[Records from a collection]
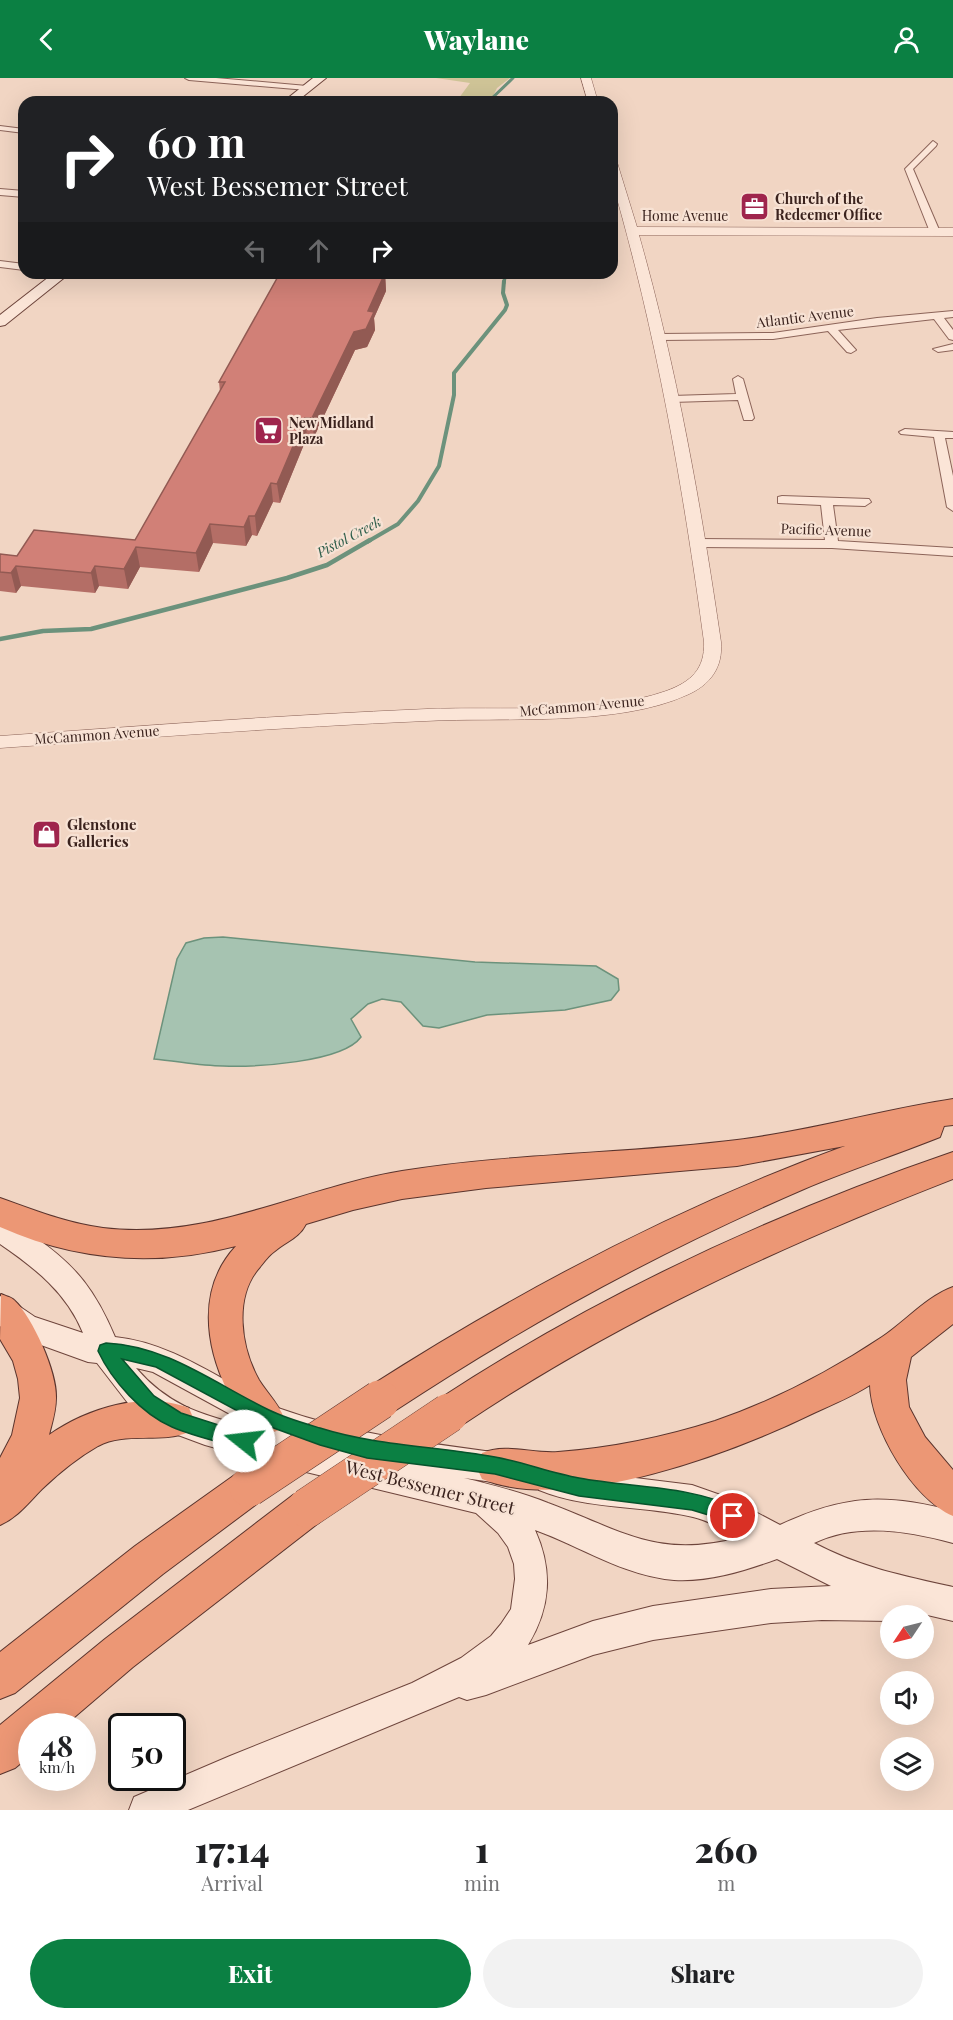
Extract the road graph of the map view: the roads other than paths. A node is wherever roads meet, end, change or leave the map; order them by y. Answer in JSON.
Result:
{"nodes":[{"id":1,"x":189,"y":78,"type":"edge"},
{"id":2,"x":320,"y":78,"type":"edge"},
{"id":3,"x":586,"y":78,"type":"edge"},
{"id":4,"x":307,"y":88,"type":"junction"},
{"id":5,"x":297,"y":96,"type":"edge"},
{"id":6,"x":591,"y":96,"type":"edge"},
{"id":7,"x":0,"y":128,"type":"edge"},
{"id":8,"x":18,"y":130,"type":"edge"},
{"id":9,"x":933,"y":144,"type":"dead end"},
{"id":10,"x":618,"y":182,"type":"edge"},
{"id":11,"x":0,"y":192,"type":"edge"},
{"id":12,"x":18,"y":194,"type":"edge"},
{"id":13,"x":633,"y":231,"type":"junction"},
{"id":14,"x":935,"y":232,"type":"junction"},
{"id":15,"x":953,"y":232,"type":"edge"},
{"id":16,"x":0,"y":264,"type":"edge"},
{"id":17,"x":18,"y":266,"type":"edge"},
{"id":18,"x":55,"y":279,"type":"edge"},
{"id":19,"x":936,"y":315,"type":"junction"},
{"id":20,"x":953,"y":315,"type":"edge"},
{"id":21,"x":0,"y":322,"type":"edge"},
{"id":22,"x":831,"y":328,"type":"junction"},
{"id":23,"x":953,"y":337,"type":"edge"},
{"id":24,"x":660,"y":338,"type":"junction"},
{"id":25,"x":953,"y":347,"type":"edge"},
{"id":26,"x":938,"y":349,"type":"dead end"},
{"id":27,"x":851,"y":350,"type":"dead end"},
{"id":28,"x":738,"y":379,"type":"dead end"},
{"id":29,"x":743,"y":397,"type":"junction"},
{"id":30,"x":672,"y":399,"type":"junction"},
{"id":31,"x":748,"y":418,"type":"dead end"},
{"id":32,"x":905,"y":432,"type":"dead end"},
{"id":33,"x":939,"y":434,"type":"junction"},
{"id":34,"x":953,"y":435,"type":"edge"},
{"id":35,"x":782,"y":500,"type":"dead end"},
{"id":36,"x":826,"y":500,"type":"junction"},
{"id":37,"x":865,"y":502,"type":"dead end"},
{"id":38,"x":953,"y":507,"type":"edge"},
{"id":39,"x":698,"y":543,"type":"junction"},
{"id":40,"x":832,"y":544,"type":"junction"},
{"id":41,"x":953,"y":552,"type":"edge"},
{"id":42,"x":0,"y":742,"type":"edge"},
{"id":43,"x":953,"y":1112,"type":"edge"},
{"id":44,"x":953,"y":1119,"type":"edge"},
{"id":45,"x":953,"y":1165,"type":"edge"},
{"id":46,"x":340,"y":1200,"type":"junction"},
{"id":47,"x":0,"y":1212,"type":"edge"},
{"id":48,"x":0,"y":1229,"type":"edge"},
{"id":49,"x":953,"y":1303,"type":"edge"},
{"id":50,"x":0,"y":1309,"type":"edge"},
{"id":51,"x":897,"y":1347,"type":"junction"},
{"id":52,"x":106,"y":1351,"type":"junction"},
{"id":53,"x":266,"y":1418,"type":"junction"},
{"id":54,"x":176,"y":1420,"type":"junction"},
{"id":55,"x":489,"y":1482,"type":"junction"},
{"id":56,"x":0,"y":1495,"type":"edge"},
{"id":57,"x":953,"y":1497,"type":"edge"},
{"id":58,"x":0,"y":1506,"type":"edge"},
{"id":59,"x":953,"y":1527,"type":"edge"},
{"id":60,"x":778,"y":1542,"type":"junction"},
{"id":61,"x":953,"y":1605,"type":"edge"},
{"id":62,"x":0,"y":1678,"type":"edge"},
{"id":63,"x":435,"y":1690,"type":"junction"},
{"id":64,"x":0,"y":1753,"type":"edge"},
{"id":65,"x":147,"y":1810,"type":"edge"}],
"edges":[{"from":1,"to":4,"type":"street"},
{"from":2,"to":4,"type":"main road"},
{"from":3,"to":6,"type":"street"},
{"from":4,"to":5,"type":"main road"},
{"from":7,"to":8,"type":"street"},
{"from":9,"to":14,"type":"street"},
{"from":10,"to":13,"type":"street","name":"McCammon Avenue"},
{"from":11,"to":12,"type":"street"},
{"from":13,"to":14,"type":"street","name":"Home Avenue"},
{"from":13,"to":24,"type":"street","name":"McCammon Avenue"},
{"from":14,"to":15,"type":"street","name":"Home Avenue"},
{"from":16,"to":17,"type":"street"},
{"from":18,"to":21,"type":"main road"},
{"from":19,"to":20,"type":"street","name":"Atlantic Avenue"},
{"from":19,"to":22,"type":"street","name":"Atlantic Avenue"},
{"from":19,"to":23,"type":"street"},
{"from":22,"to":24,"type":"street","name":"Atlantic Avenue"},
{"from":22,"to":27,"type":"street"},
{"from":24,"to":30,"type":"street","name":"McCammon Avenue"},
{"from":25,"to":26,"type":"street"},
{"from":28,"to":29,"type":"street"},
{"from":29,"to":30,"type":"street"},
{"from":29,"to":31,"type":"street"},
{"from":30,"to":39,"type":"street","name":"McCammon Avenue"},
{"from":32,"to":33,"type":"street"},
{"from":33,"to":34,"type":"street"},
{"from":33,"to":38,"type":"street"},
{"from":35,"to":36,"type":"street"},
{"from":36,"to":37,"type":"street"},
{"from":36,"to":40,"type":"street"},
{"from":39,"to":40,"type":"street","name":"Pacific Avenue"},
{"from":39,"to":42,"type":"street","name":"McCammon Avenue"},
{"from":40,"to":41,"type":"street","name":"Pacific Avenue"},
{"from":43,"to":46,"type":"highway"},
{"from":44,"to":62,"type":"highway","bridge":true},
{"from":45,"to":64,"type":"highway","bridge":true},
{"from":46,"to":47,"type":"highway"},
{"from":46,"to":53,"type":"highway"},
{"from":48,"to":52,"type":"main road","name":"West Bessemer Street"},
{"from":49,"to":51,"type":"highway"},
{"from":50,"to":52,"type":"main road","name":"West Bessemer Street"},
{"from":50,"to":56,"type":"highway"},
{"from":51,"to":55,"type":"highway"},
{"from":51,"to":57,"type":"highway"},
{"from":52,"to":53,"type":"main road","name":"West Bessemer Street"},
{"from":52,"to":54,"type":"main road","name":"West Bessemer Street"},
{"from":53,"to":55,"type":"main road","name":"West Bessemer Street"},
{"from":54,"to":55,"type":"main road","name":"West Bessemer Street"},
{"from":54,"to":58,"type":"highway"},
{"from":55,"to":60,"type":"main road","name":"West Bessemer Street"},
{"from":55,"to":60,"type":"main road","name":"West Bessemer Street"},
{"from":55,"to":63,"type":"main road"},
{"from":59,"to":60,"type":"main road","name":"West Bessemer Street"},
{"from":60,"to":61,"type":"main road","name":"West Bessemer Street"},
{"from":61,"to":63,"type":"main road"},
{"from":63,"to":65,"type":"main road"}]}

-- Work instructions --
Check every line of the data above for the string "dead", and copy those that have it.

-- Response for this exercise --
{"id":9,"x":933,"y":144,"type":"dead end"},
{"id":26,"x":938,"y":349,"type":"dead end"},
{"id":27,"x":851,"y":350,"type":"dead end"},
{"id":28,"x":738,"y":379,"type":"dead end"},
{"id":31,"x":748,"y":418,"type":"dead end"},
{"id":32,"x":905,"y":432,"type":"dead end"},
{"id":35,"x":782,"y":500,"type":"dead end"},
{"id":37,"x":865,"y":502,"type":"dead end"},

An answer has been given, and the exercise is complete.